◆ **ASSIGNED TASK**
Copy every line of the listing that holds the string "junction".

......

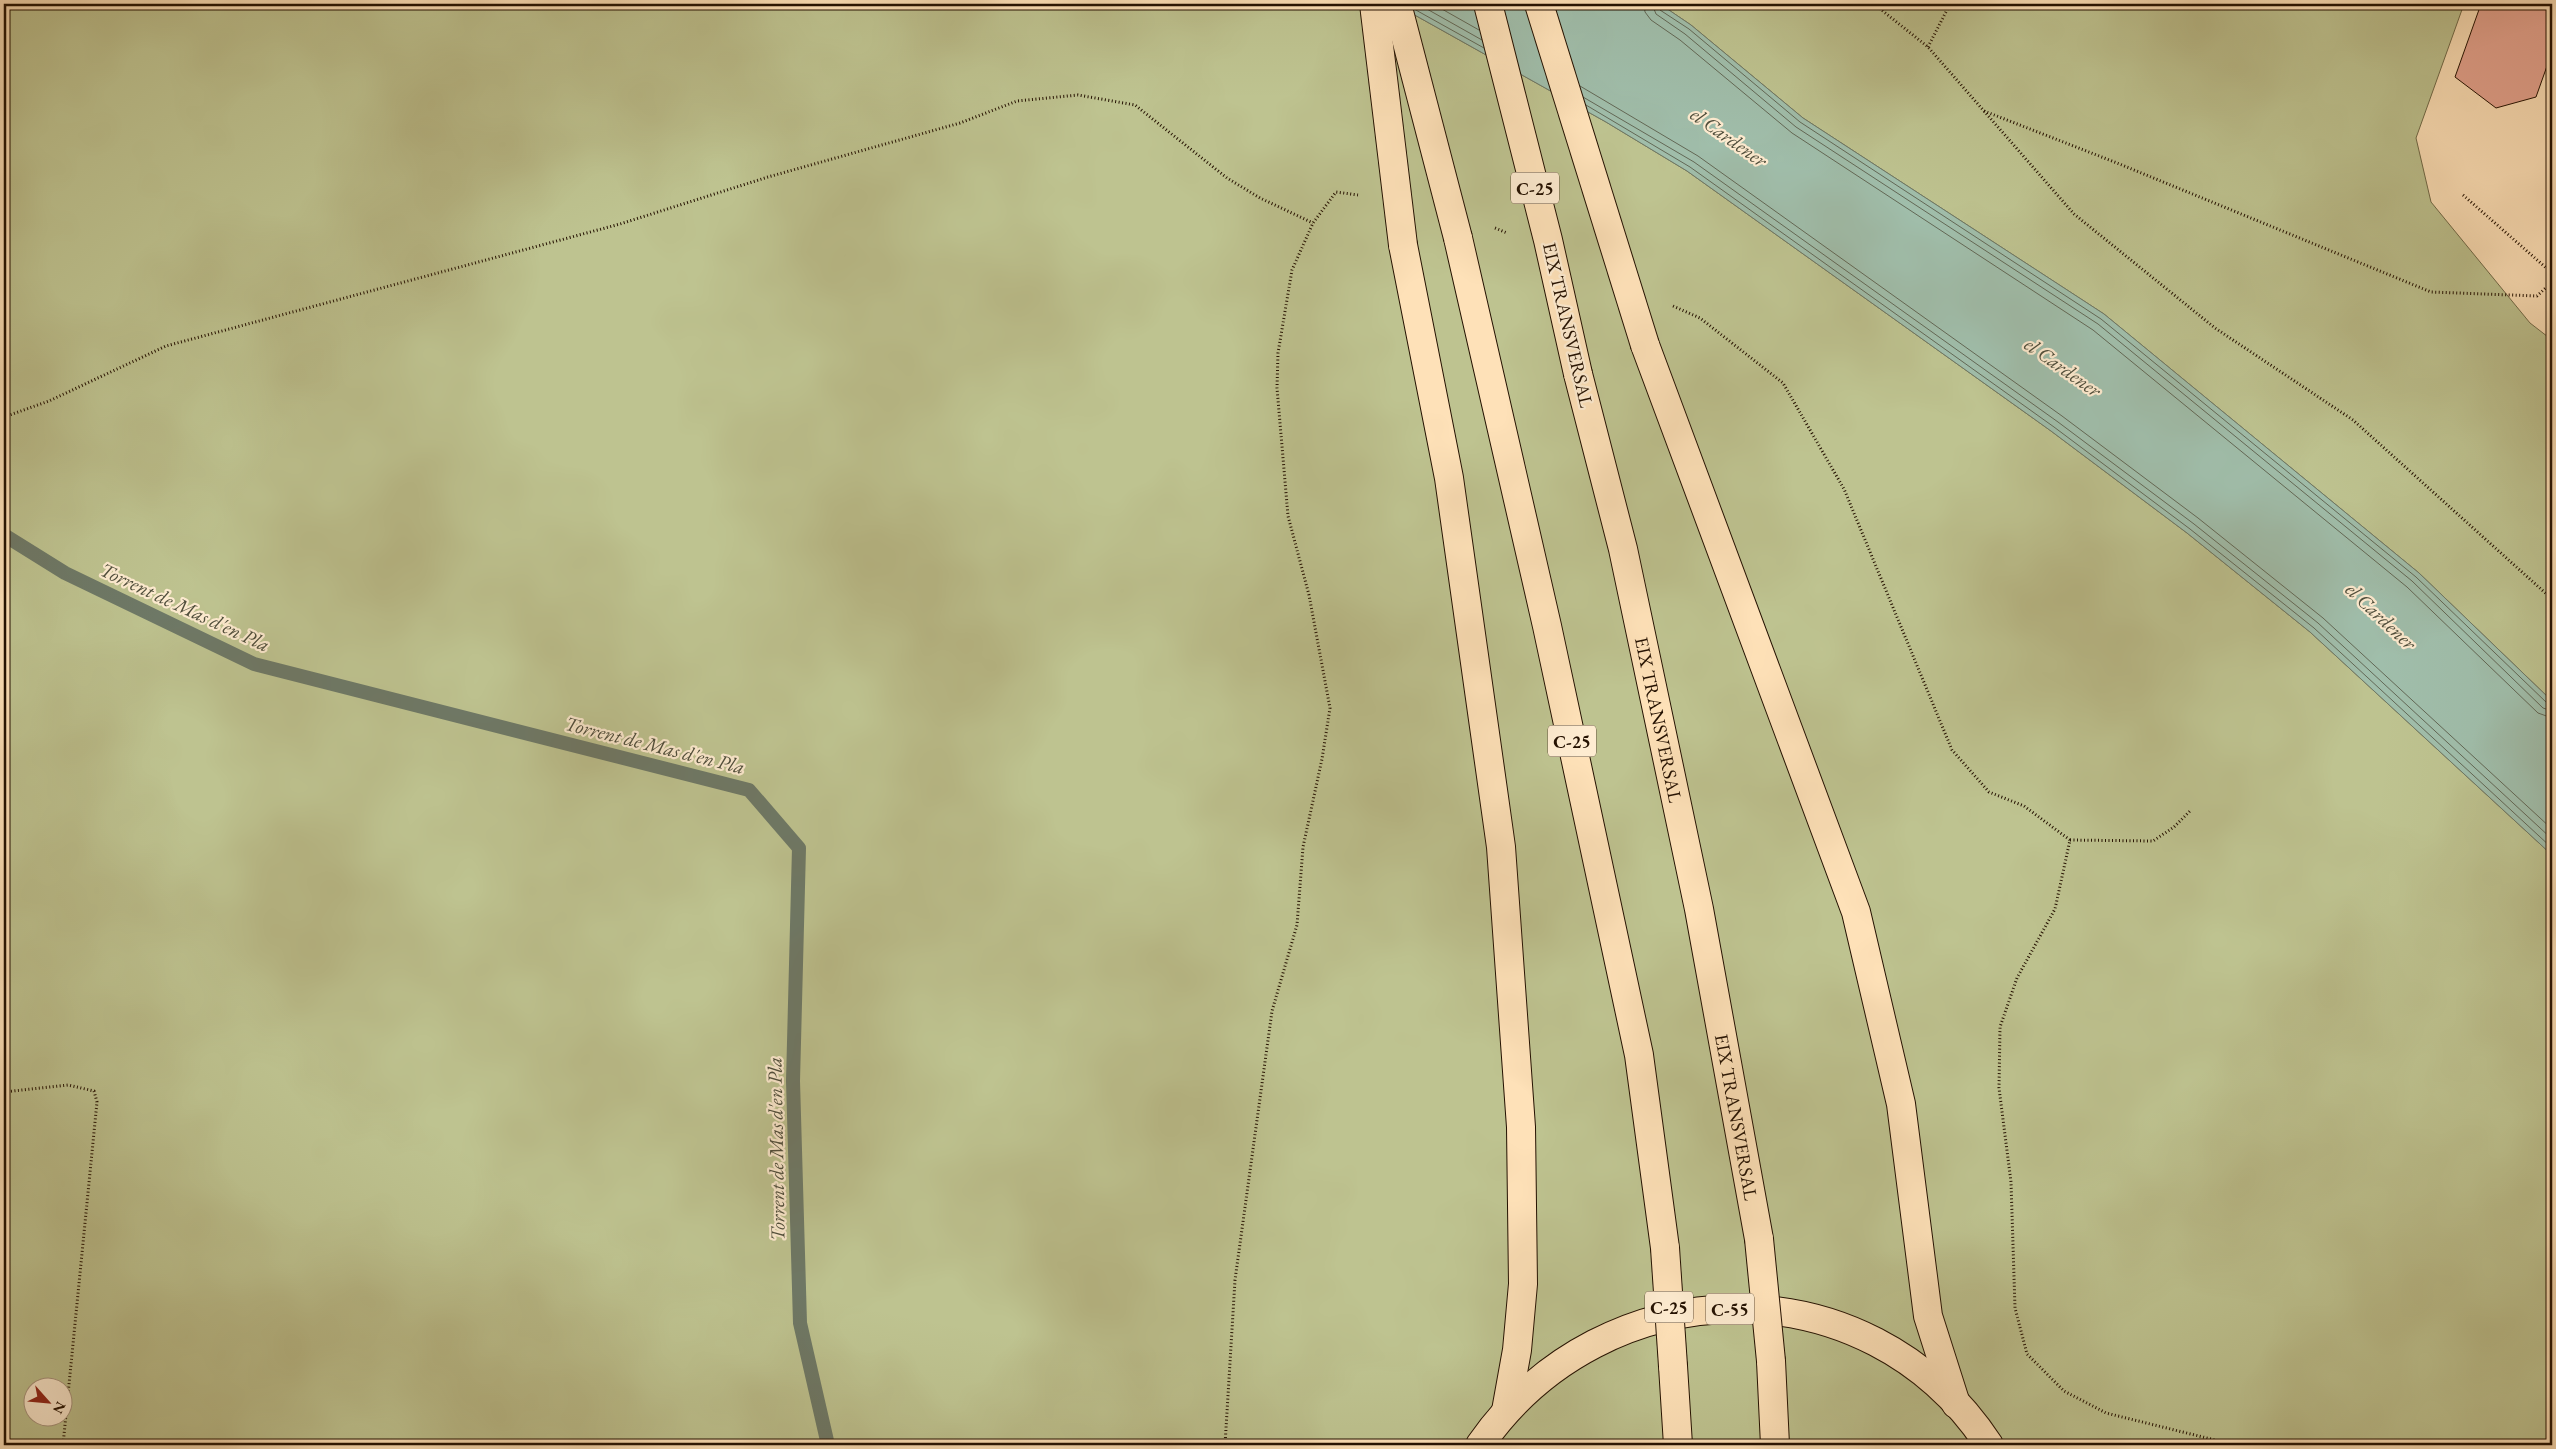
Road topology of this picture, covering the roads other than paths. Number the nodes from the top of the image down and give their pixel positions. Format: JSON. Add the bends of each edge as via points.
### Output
{"nodes":[{"id":1,"x":1374,"y":4,"type":"edge"},
{"id":2,"x":1397,"y":4,"type":"edge"},
{"id":3,"x":1488,"y":4,"type":"edge"},
{"id":4,"x":1539,"y":4,"type":"edge"},
{"id":5,"x":1956,"y":1404,"type":"junction"},
{"id":6,"x":1506,"y":1411,"type":"junction"},
{"id":7,"x":1480,"y":1445,"type":"edge"},
{"id":8,"x":1678,"y":1445,"type":"edge"},
{"id":9,"x":1775,"y":1445,"type":"edge"},
{"id":10,"x":1989,"y":1445,"type":"edge"}],
"edges":[{"from":1,"to":6,"type":"main road","bridge":true,"via":[[1402,245],[1449,478],[1501,847],[1521,1127],[1523,1284],[1517,1350]]},
{"from":2,"to":8,"type":"main road","number":"C-25","bridge":true,"via":[[1458,238],[1547,626],[1639,1055],[1664,1248]]},
{"from":3,"to":9,"type":"main road","name":"EIX TRANSVERSAL","number":"C-25","bridge":true,"via":[[1623,549],[1700,909],[1759,1239],[1771,1361]]},
{"from":4,"to":5,"type":"main road","bridge":true,"via":[[1645,344],[1856,912],[1901,1104],[1928,1316]]},
{"from":5,"to":6,"type":"main road","number":"C-55","via":[[1916,1368],[1853,1332],[1793,1314],[1730,1308],[1658,1318],[1607,1336],[1546,1374]]},
{"from":5,"to":10,"type":"main road","number":"C-55"},
{"from":6,"to":7,"type":"main road","number":"C-55"}]}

......

◆ **YOUR RESPONSE**
{"id":5,"x":1956,"y":1404,"type":"junction"},
{"id":6,"x":1506,"y":1411,"type":"junction"},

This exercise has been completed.